A favorite of the judges — who were representatives from Microsoft, Square, Google and EMC, among others — was a wooden box with a single button, made by a few students from Appalachian State University. With a press of that button, the device ordered a sandwich from Jimmy John’s. The winning project was a mobile app that could detect whether you had crashed on a bike and, if so, would then call 911. A number of projects relied on Oculus Rifts — visual reality headsets — and some hardware that hasn’t been released to the general public yet.

Most people had produced something; a sizeable number had crashed, burned and learned something new. That was fine.

The organizers of these events are a bunch of sleep-deprived students who work to make contacts on a national level, which they use to bus in students from around the country and convince companies to commit to sponsorship.

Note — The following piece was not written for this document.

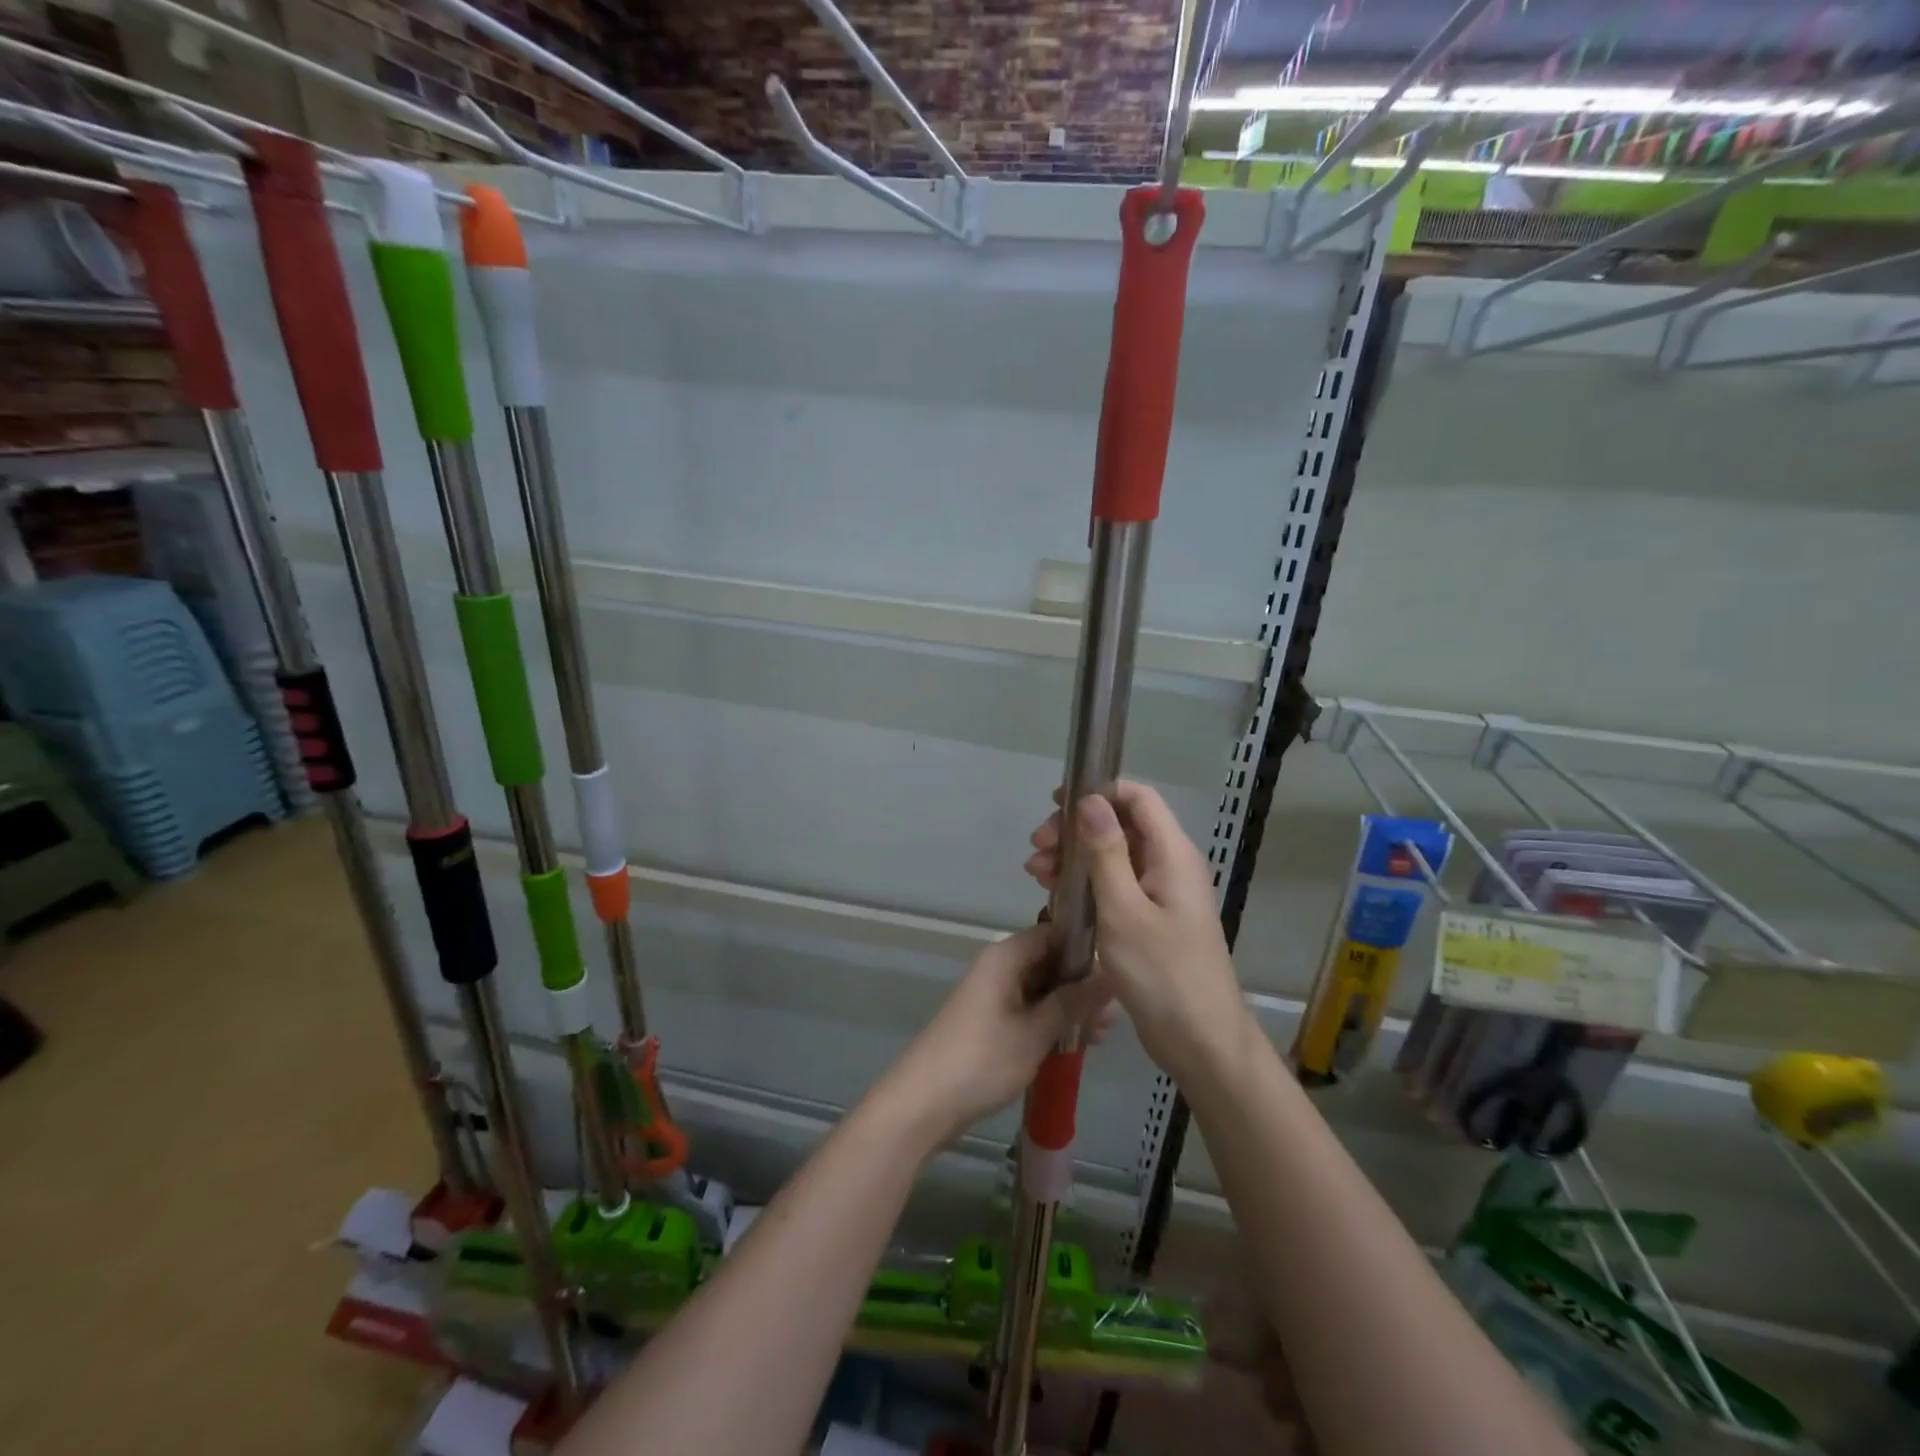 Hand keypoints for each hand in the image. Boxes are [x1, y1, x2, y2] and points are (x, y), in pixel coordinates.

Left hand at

My job was to host the opening and closing ceremonies and make sure the sponsors were happy. Our lead organizer, junior Vance Miller, had the eerie ability to remember every single thing that had to be done during the event and keep track of the contents of our sadly overstuffed email inbox. A sort of autopilot controlled his actions more and more over that weekend. The average amount of sleep among the organizers must have been four hours, but the participants probably slept less. At one point our main sponsor, a guy who simply calls himself Swift, brought in a smoke machine for some reason. Everyone evacuated the building at midnight for half an hour when the alarm went off.

Multiple hackathons happen every weekend at American universities during the school year, with the largest ones bringing in well over 1,000 coders. These events, largely unknown outside tech circles, are a high-funded example of collective creativity. Tech companies are realizing that hackathons are the best form of a career fair for recruiting talent. Participants think of and create an invention that could easily be turned into a marketable product with a bit more time and funding.

Why write a column about hacakthons? Well, now you know what a hackathon is. Maybe try one — they’re cool.